The Founders' Private Religion 
When in 1820 he was 85, John Adams wrote: "My opinions...on religious subjects ought not to be of any consequence to any but myself."211 Religious reticence was a Founding trait. John Jay enjoyed the practice of religion but not the discussion of it. Jay Biographer Frank Monaghan wrote that "Jay conveniently made it a rule never to discuss his religious beliefs with a person with whom he was not in substantial agreement. One evening at Dr. Franklin's [outside Paris] he was engaged in a long conversation with a learned visitor, who suddenly turned the conversation to religion and laughed at the idea of the divinity of Jesus. Jay glared but said nothing, arose, turned on his heel and walked away. At another time a physician attending Jay began to scoff at the belief in a resurrection. Jay at once stopped him: "Sir, I pay you for your medical knowledge, and not for your distorted views of the Christian religion!"212   
The Founders differed in their attitudes toward religion, but generally they kept their own religious beliefs rather private. The nation's fifth president, James Monroe, was a nominal Episcopalian – attending St. John's Church across Lafayette Park from the White House as President as occasionally did his predecessor, James Madison. The written record about what Monroe believed, however, is virtually nonexistent. Religious scholar John McCollister wrote: "The religious conviction of President James Monroe is best classified as 'decision by indecision....No records offer any evidence that Mr. Monroe rejected the Anglican faith; at the same time, we have no record that he endorsed it, either."213 
Even if their personal faith wavered, the religious practice of prominent Founders did not. U.S. Supreme Court Chief Justice John Marshall was devoted to attendance at Episcopal services. Historian Alf J. Mapp, Jr., wrote: "Many writers have assumed that his faithfulness was influenced not so much by personal conviction as by a desire to encourage the attendance of those whose conduct would otherwise deteriorate. Still other writers have suggested that he attended church in deference to his wife, Mary, the 'Dearest Polly' of his intimate correspondence."7 Biographer Jean Edward Smith wrote: "John Marshall never rejected the church openly, but his acceptance was environmental rather than doctrinal. Throughout his life the chief justice declined to become a member of any congregation, unable to believe in the divinity of Christ."214


Tom Van Dyke said...

When in 1820 he was 85, John Adams wrote: "My opinions...on religious subjects ought not to be of any consequence to any but myself."

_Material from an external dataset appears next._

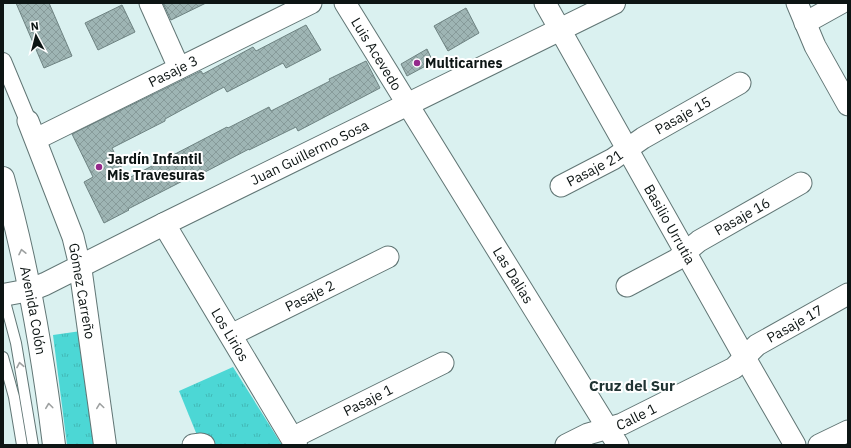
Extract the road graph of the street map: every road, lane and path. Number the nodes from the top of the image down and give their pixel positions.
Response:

I heartily agree. Especially about Adams. Much is made of his post-presidential correspondence with Jefferson and their sophomoric natterings on theology but I think it's simply because those materials are available, not because of any intrinsic worth or historical importance.

We know little of Ronald Reagan's personal theology, but we are none the poorer for it. It is the public man that matters.

Art Deco said...

We know little of Ronald Reagan's personal theology, but we are none the poorer for it. It is the public man that matters.

I think John Adams could read Sallust in the original. Very few people have that kind of liberal education anymore. Since Wilson's departure, few of our Presidents have been idea men, though several have been bibliophiles (Truman, Nixon, and, surprisingly, George W Bush). The public men often carried with them curios. Harding, Roosevelt, Truman, and Gerald Ford were all freemasons. Truman held some senior position in the masonic order of which he was a member and packed the Supreme Court with masons. Eisenhower had a peace-church background; his famous 'and I don't care what it is' remark was likely just a manifestation of his chronically garbled syntax, but I'm not aware he ever clarified matters. Surviving exchanges of correspondence between Richard Nixon and his professors suggest he adhered to a spare liberal protestantism which tended toward deism. Harding and Roosevelt were serial adulterers at a time when that was severely status-lowering. Kennedy, Johnson, and Clinton had histories of gross and persistent sexual misbehavior. Kennedy was given the last rites 9x during the course of his life due to illness (Addison's disease), but he seemed to have no thought of death in his daily life. Nixon enlisted in the military, much to his mother's disappointment. Not sure anyone has reconciled the maintenance of a Quaker affiliation (Hoover, Nixon) with commanding troops. Coolidge, Carter, Reagan, Bush - pere, and Bush - fils
are the only recent occupants of the office whose outward behavior does not render them a puzzle.